— What the task requires —
The answer is every line in the data below that contains the word "color".

Collected data entries:
***

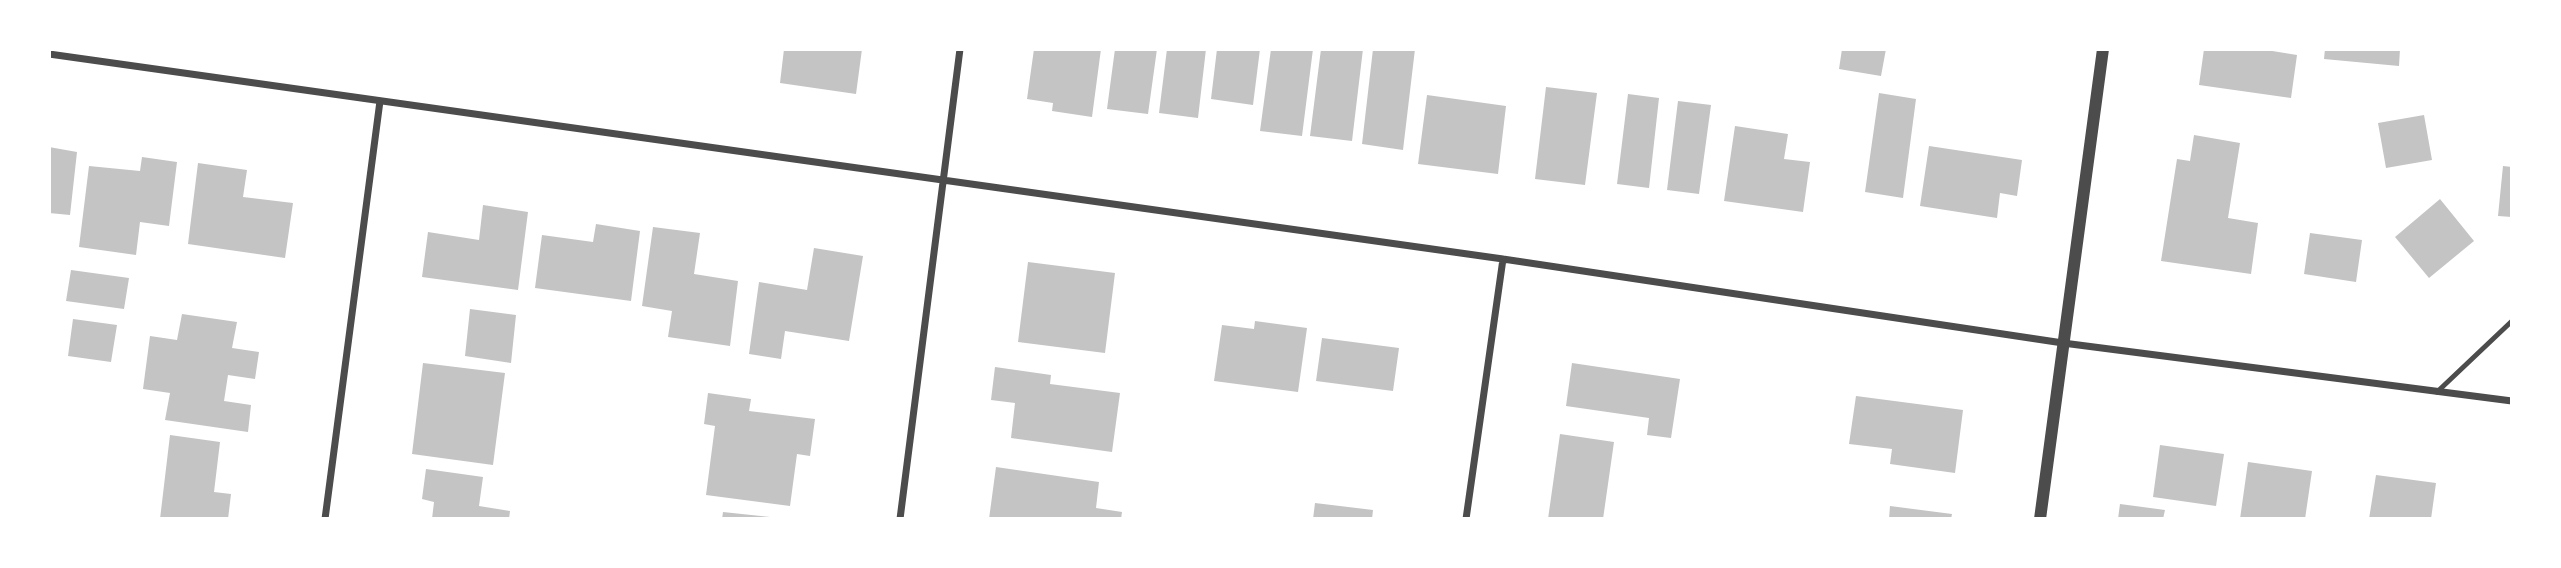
<!DOCTYPE html>
<style>
body{margin:0}
#map{position:relative;width:2561px;height:568px;overflow:hidden;background:#fff;font-family:"Noto Serif",serif}
canvas{display:block}
.frame{position:absolute;inset:0;border:51px solid #fff;pointer-events:none}
</style>
<div id="map">
<canvas width="2561" height="568"></canvas>
<div class="frame"></div>
</div>
<script>
const ctx = document.querySelector('canvas').getContext('2d');
ctx.lineJoin = 'round';
function paint(path, color) { ctx.fillStyle = color; ctx.fill(path, 'evenodd'); }
const toPath = rows => new Path2D(rows.map(r => 'M' + r).join(''));
function stroke(path, color, width, dash) { ctx.strokeStyle = color; ctx.lineWidth = width; ctx.lineCap = dash ? 'butt' : 'round'; ctx.setLineDash(dash || []); ctx.stroke(path); }
paint(toPath([
 [784,49,862,49,856,94,780,83],
 [1034,49,1101,49,1092,117,1052,111,1053,103,1027,99],
 [1115,49,1157,49,1148,114,1107,109],
 [1167,49,1206,49,1198,118,1159,113],
 [1217,49,1260,49,1253,105,1211,99],
 [1271,49,1313,49,1302,136,1260,131],
 [1321,49,1363,49,1352,141,1310,136],
 [1373,49,1415,49,1403,150,1362,144],
 [1842,49,1886,49,1881,76,1839,69],
 [2204,49,2260,49,2297,55,2291,98,2199,85],
 [2325,49,2400,49,2399,66,2324,59],
 [1546,87,1597,93,1585,185,1535,179],
 [1879,93,1916,99,1903,198,1865,192],
 [1628,94,1659,98,1649,188,1617,184],
 [1427,95,1506,106,1498,174,1418,164],
 [1678,101,1711,105,1699,194,1667,190],
 [2424,115,2432,160,2386,168,2378,123],
 [1735,126,1788,134,1784,159,1810,162,1803,212,1724,201],
 [2194,135,2240,143,2228,218,2258,223,2251,274,2161,261,2177,159,2190,161],
 [1929,146,2022,160,2017,196,2000,193,1997,218,1920,206],
 [49,147,77,152,70,215,49,213],
 [142,157,177,162,169,226,140,222,136,255,79,247,89,166,140,171],
 [198,163,247,170,243,197,293,203,285,258,188,244],
 [2503,166,2512,167,2512,217,2498,216],
 [2440,199,2474,241,2429,278,2395,237],
 [483,205,528,212,518,290,422,277,428,232,479,240],
 [596,224,640,231,631,301,535,288,542,235,593,242],
 [653,227,700,233,694,274,738,281,730,346,668,337,672,311,642,306],
 [2310,233,2362,240,2356,282,2304,274],
 [814,248,863,256,849,341,785,331,781,359,749,354,759,282,807,290],
 [1028,262,1115,273,1105,353,1018,342],
 [71,270,129,278,124,309,66,301],
 [470,309,516,315,511,363,465,356],
 [182,314,237,322,232,348,259,352,255,379,228,375,224,401,251,405,248,432,165,420,170,393,143,389,150,336,177,340],
 [73,319,117,325,111,362,68,356],
 [1255,321,1307,328,1298,392,1214,381,1222,325,1254,329],
 [1322,338,1399,348,1393,391,1316,381],
 [423,363,505,373,493,465,412,454],
 [1572,363,1680,379,1671,438,1647,435,1649,418,1566,406],
 [995,367,1051,375,1050,384,1120,393,1112,452,1011,438,1015,403,991,400],
 [708,393,751,399,749,411,815,419,810,456,797,454,790,506,706,495,715,426,704,424],
 [1856,396,1963,410,1955,473,1890,464,1892,449,1849,444],
 [1560,434,1614,442,1603,519,1548,519],
 [170,435,220,442,214,492,231,494,228,519,160,519],
 [2160,445,2224,454,2216,506,2153,497],
 [2248,462,2312,471,2305,519,2240,519],
 [996,467,1099,482,1096,508,1122,512,1121,519,989,519],
 [426,469,483,477,479,506,510,511,509,519,432,519,434,502,422,499],
 [2376,475,2436,483,2431,519,2369,519],
 [1315,503,1373,510,1372,519,1313,519],
 [2120,504,2165,510,2163,519,2118,519],
 [1890,506,1952,514,1951,519,1889,519],
 [723,512,770,517,770,519,722,519]
]), '#c4c4c4');
stroke(toPath([
 [2437,392,2512,321]
]), '#4c4c4c', 5);
stroke(toPath([
 [49,54,1503,259,2063,343,2512,401],
 [325,519,380,101],
 [900,519,960,49],
 [1466,519,1503,259]
]), '#4c4c4c', 7);
stroke(toPath([
 [2040,519,2103,49]
]), '#4c4c4c', 12);
</script>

***

— Your response —
function paint(path, color) { ctx.fillStyle = color; ctx.fill(path, 'evenodd'); }
function stroke(path, color, width, dash) { ctx.strokeStyle = color; ctx.lineWidth = width; ctx.lineCap = dash ? 'butt' : 'round'; ctx.setLineDash(dash || []); ctx.stroke(path); }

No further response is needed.